Friday, September 01, 2006

Muslims and Irishmen in Britain

Breidge Gadd:

"No Irish or dogs" the sign in the guest-house in Cambridge succinctly said. It was the mid-1970s and Britain had just suffered an onslaught of IRA bombs. In those days, before the notion of political correctness had been invented, people felt free to expose their racial preferences to the public at large. And for sure, we were well warned to stay away from that door. I wasn't that bothered. I don't like people who don't like dogs anyhow.

My memory of those distant days was stirred by Ryanair's Michael O'Leary's predictably forthright rant about the ineffectuality of the blanket response of the security chiefs of British Airport Authorities to the recent alleged terrorist attacks on British/American airplanes and airlines. To paraphrase him, if you suspect Muslims, go after Muslims. If certain airlines and routes are the problem focus your security attention on them but do not cause chaos by tarring all passengers and routes with the same top security brush.

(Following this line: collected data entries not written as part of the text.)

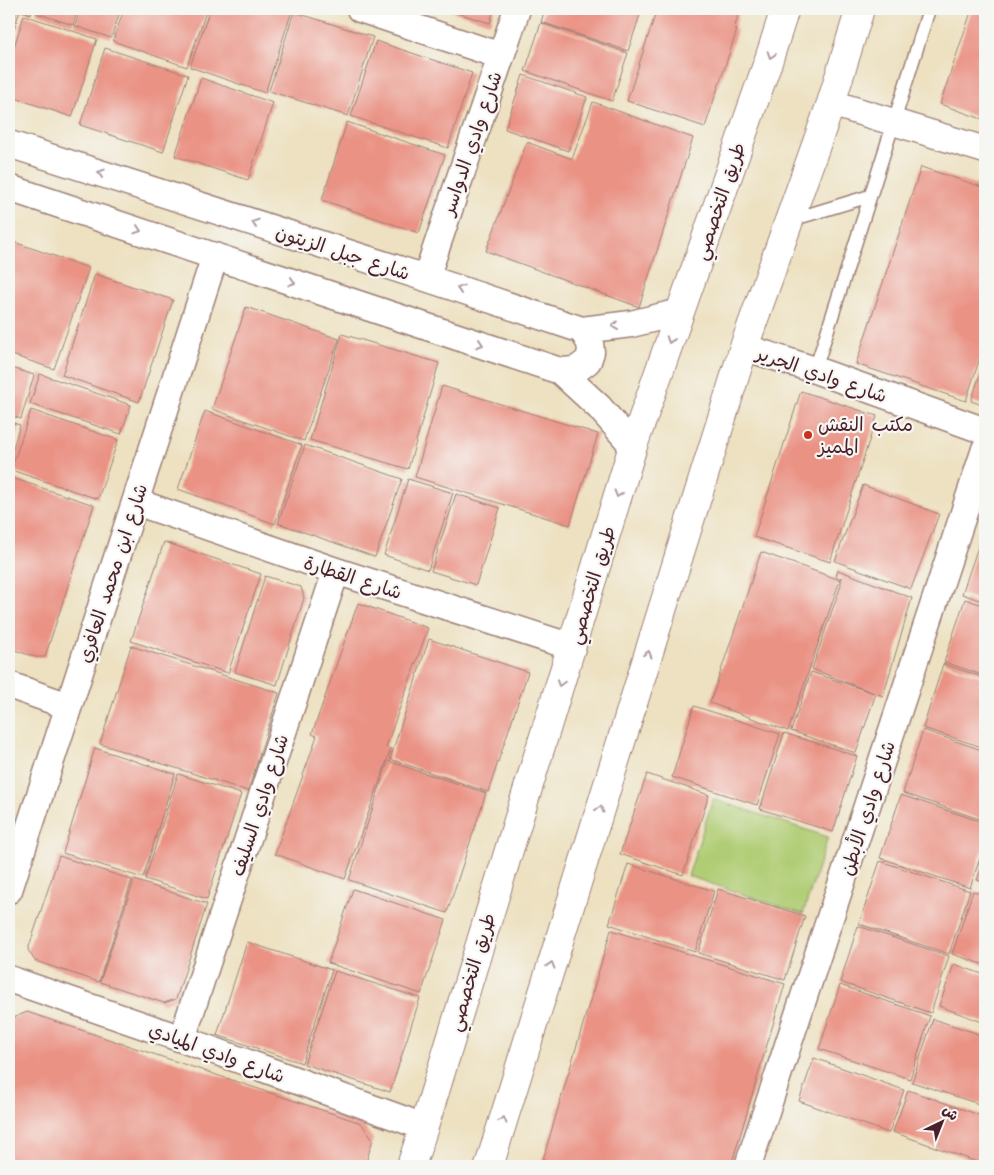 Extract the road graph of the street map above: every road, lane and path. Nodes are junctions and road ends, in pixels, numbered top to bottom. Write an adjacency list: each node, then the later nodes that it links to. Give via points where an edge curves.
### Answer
1 (360, 9): 6 (street)
2 (517, 9): 6 (street, شارع وادي الدواسر)
3 (786, 9): 16 (main road, طريق التخصصي, one-way to 16)
4 (860, 9): 7 (main road)
5 (929, 9): 8 (lane)
6 (501, 56): 15 (street, شارع وادي الدواسر)
7 (831, 103): 8 (street); 13 (main road)
8 (894, 123): 10 (street); 12 (lane)
9 (9, 144): 15 (street, شارع جبل الزيتون, one-way to 9)
10 (985, 150)
11 (9, 188): 14 (street, one-way to 14)
12 (870, 196): 13 (lane); 19 (lane)
13 (788, 221): 18 (main road)
14 (215, 256): 20 (street, one-way to 20); 24 (street, شارع ابن محمد العافري)
15 (426, 278): 17 (street, شارع جبل الزيتون, one-way to 15)
16 (680, 312): 17 (street, شارع جبل الزيتون, one-way to 17, via 631,324); 22 (main road, طريق التخصصي, one-way to 22)
17 (582, 330): 20 (street, via 590,343 588,361 576,370)
18 (744, 346): 19 (street, شارع وادي الجرير); 34 (main road, one-way to 18)
19 (815, 370): 21 (street, شارع وادي الجرير)
20 (560, 371): 22 (street, via 599,407)
21 (985, 431)
22 (633, 446): 26 (main road, طريق التخصصي, one-way to 26)
23 (985, 449): 35 (street, شارع وادي الأبطن)
24 (136, 502): 25 (street, شارع القطارة); 28 (street, شارع ابن محمد العافري)
25 (336, 571): 26 (street, شارع القطارة); 31 (street, شارع وادي السليف)
26 (572, 647): 32 (main road, طريق التخصصي, one-way to 32)
27 (9, 685): 28 (street)
28 (68, 706): 29 (street, شارع ابن محمد العافري)
29 (9, 890)
30 (9, 980): 31 (street, شارع وادي الميادي)
31 (182, 1039): 32 (street, شارع وادي الميادي)
32 (424, 1126): 33 (main road, طريق التخصصي)
33 (411, 1166)
34 (488, 1166)
35 (748, 1166) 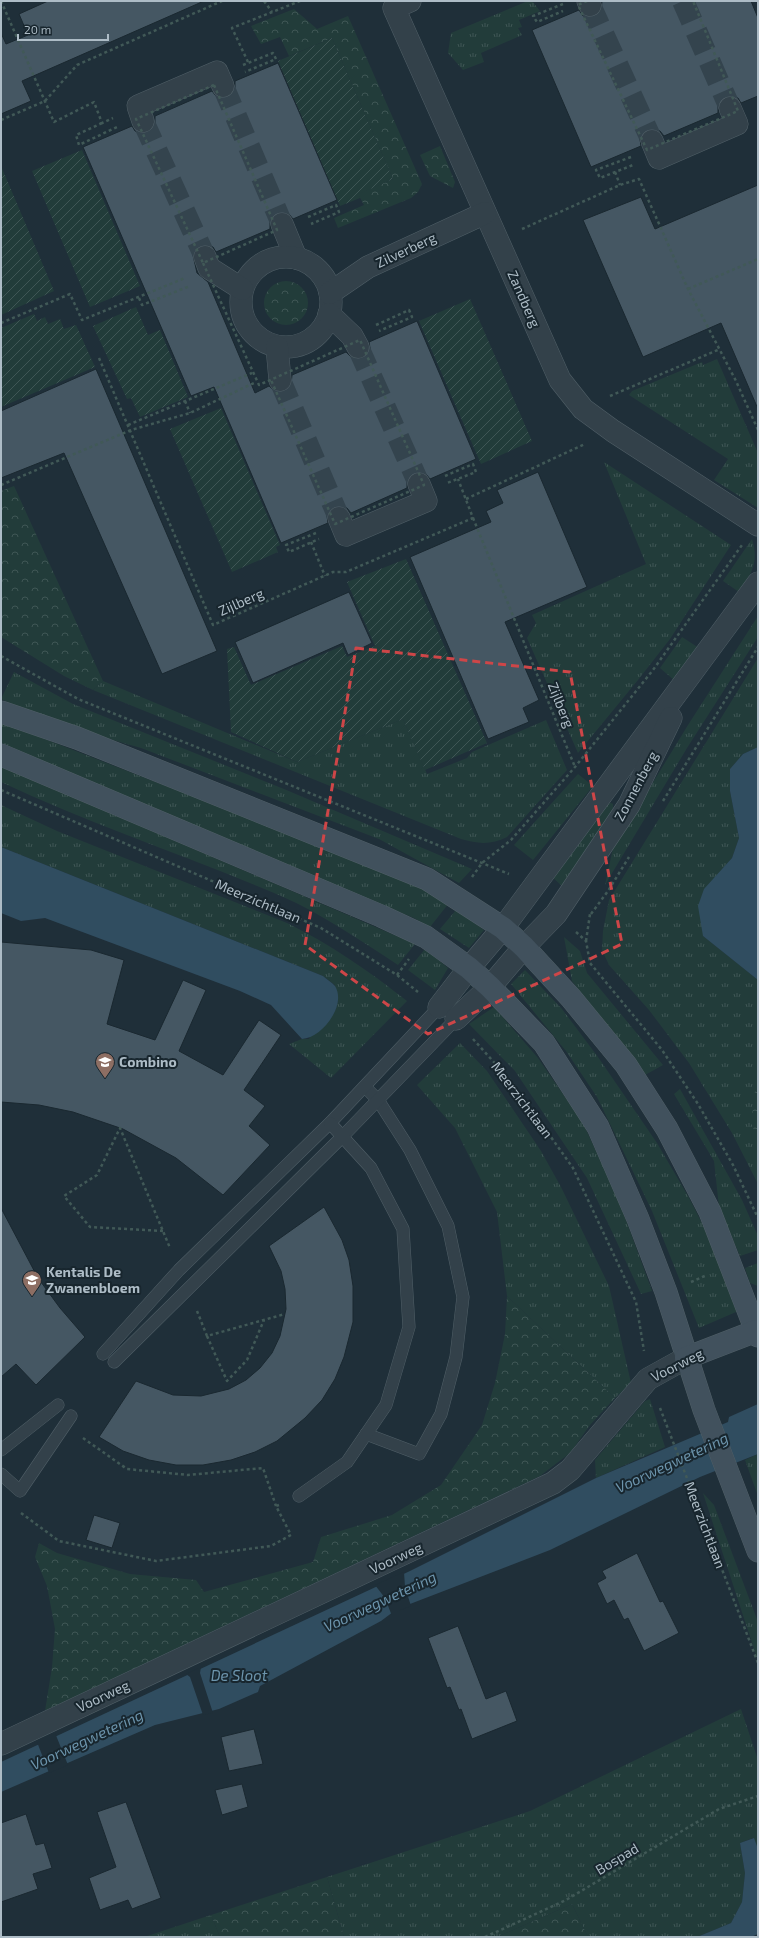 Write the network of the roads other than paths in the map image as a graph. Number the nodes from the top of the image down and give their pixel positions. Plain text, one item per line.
1 (410, 1) edge
2 (219, 82) tunnel mouth
3 (730, 108) tunnel mouth
4 (136, 117) road end
5 (649, 150) road end
6 (485, 213) junction
7 (282, 224) tunnel mouth
8 (296, 258) junction
9 (204, 271) tunnel mouth
10 (242, 288) junction
11 (330, 293) junction
12 (329, 314) junction
13 (362, 339) tunnel mouth
14 (277, 347) junction
15 (277, 377) tunnel mouth
16 (427, 485) tunnel mouth
17 (337, 524) tunnel mouth
18 (757, 525) edge
19 (758, 583) edge
20 (693, 672) junction
21 (1, 712) edge
22 (1, 755) edge
23 (503, 928) junction
24 (524, 947) junction
25 (469, 968) junction
26 (490, 987) junction
27 (447, 1013) junction
28 (365, 1087) junction
29 (378, 1100) junction
30 (330, 1123) junction
31 (342, 1137) junction
32 (757, 1332) edge
33 (103, 1354) dead end
34 (686, 1358) junction
35 (114, 1362) dead end
36 (58, 1405) dead end
37 (68, 1421) road end
38 (366, 1434) junction
39 (1, 1450) edge
40 (1, 1474) edge
41 (299, 1496) road end
42 (758, 1551) edge
43 (1, 1744) edge

1 - 6 street, Zandberg
2 - 4 street
3 - 5 street
6 - 11 street, Zilverberg
6 - 18 street, Zandberg
7 - 8 street
8 - 10 street
8 - 11 street
9 - 10 street
10 - 14 street
11 - 12 street
12 - 13 street
12 - 14 street
14 - 15 street
16 - 17 street
19 - 20 street, Zonnenberg
20 - 23 street, Zonnenberg
20 - 24 street, Zonnenberg
21 - 23 street
22 - 25 street
23 - 24 street
23 - 25 street, Zonnenberg
24 - 26 street, Zonnenberg
24 - 32 street
25 - 26 street
25 - 27 street, Zonnenberg
26 - 27 street, Zonnenberg
26 - 34 street
27 - 28 lane
27 - 29 lane
28 - 29 lane
28 - 30 lane
29 - 31 lane
29 - 38 lane
30 - 31 lane
30 - 33 lane
31 - 35 lane
31 - 38 lane
32 - 34 street, Voorweg
34 - 42 street
34 - 43 street, Voorweg
36 - 39 lane
37 - 40 lane
38 - 41 lane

O'Leary in his inimitable way has stood on a few corns of political correctness. Indeed such is peoples' worry of being seen to be racially intolerant, that even discussing his thesis brings with it a frisson of nervousness, lest one be accused of racism. But surely the present crisis of terrorist threat, with the massive disruption in business and leisure travel, not to mention the potential ineffectiveness in preventing terrorism when wholesale screening becomes routine, deserves, not embarrassed silence but intensive and public scrutiny of all possible options.

In the 70s it wasn't just the Cambridge guest-house owners who singled out the Irish for special attention. The government and its public associated institutions when faced with a terrorist threat from the IRA put in place anti-terrorist policies and practices that singled out all people from Northern Ireland for special attention.

Special powers were introduced in legislation in this country, powers that infringed and curtailed the liberty of everyone living here, whether terrorist or not. Passengers flying into and out of the country were herded into a special gate, invariably as far away from the terminal as possible. This was at a time way before it became internationally necessary to up the ante in security for everyone. Irish people, especially those who fitted the Special Branch notion of a potential IRA person, were regarded with hostility and suspicion and stopped, searched and questioned regularly.

In fact, even to this day we are still being subject to 'special attention' in airports 10 years after the IRA declared that its war with Britain was over and ergo, their terrorist threat gone.

So, if all of the people coming and going from Northern Ireland could be specifically targeted, with some who fitted the stereotype being given relentless attention, why, when the threat to the safety of British and American planes and passengers is coming from one specific race/culture /religion, is there not the same singling out of all those peoples for particular attention in the way the Northern Ireland citizens are so used to?



At 10:56 AM, Anonymous Anonymous said...

It's easy.

The Irish were from the wrong race/culture /religion, which made them legitimate targets.

Muslims, on the other hand, are from a priviliged race/culture/religion, and therefore must not be inconvenienced.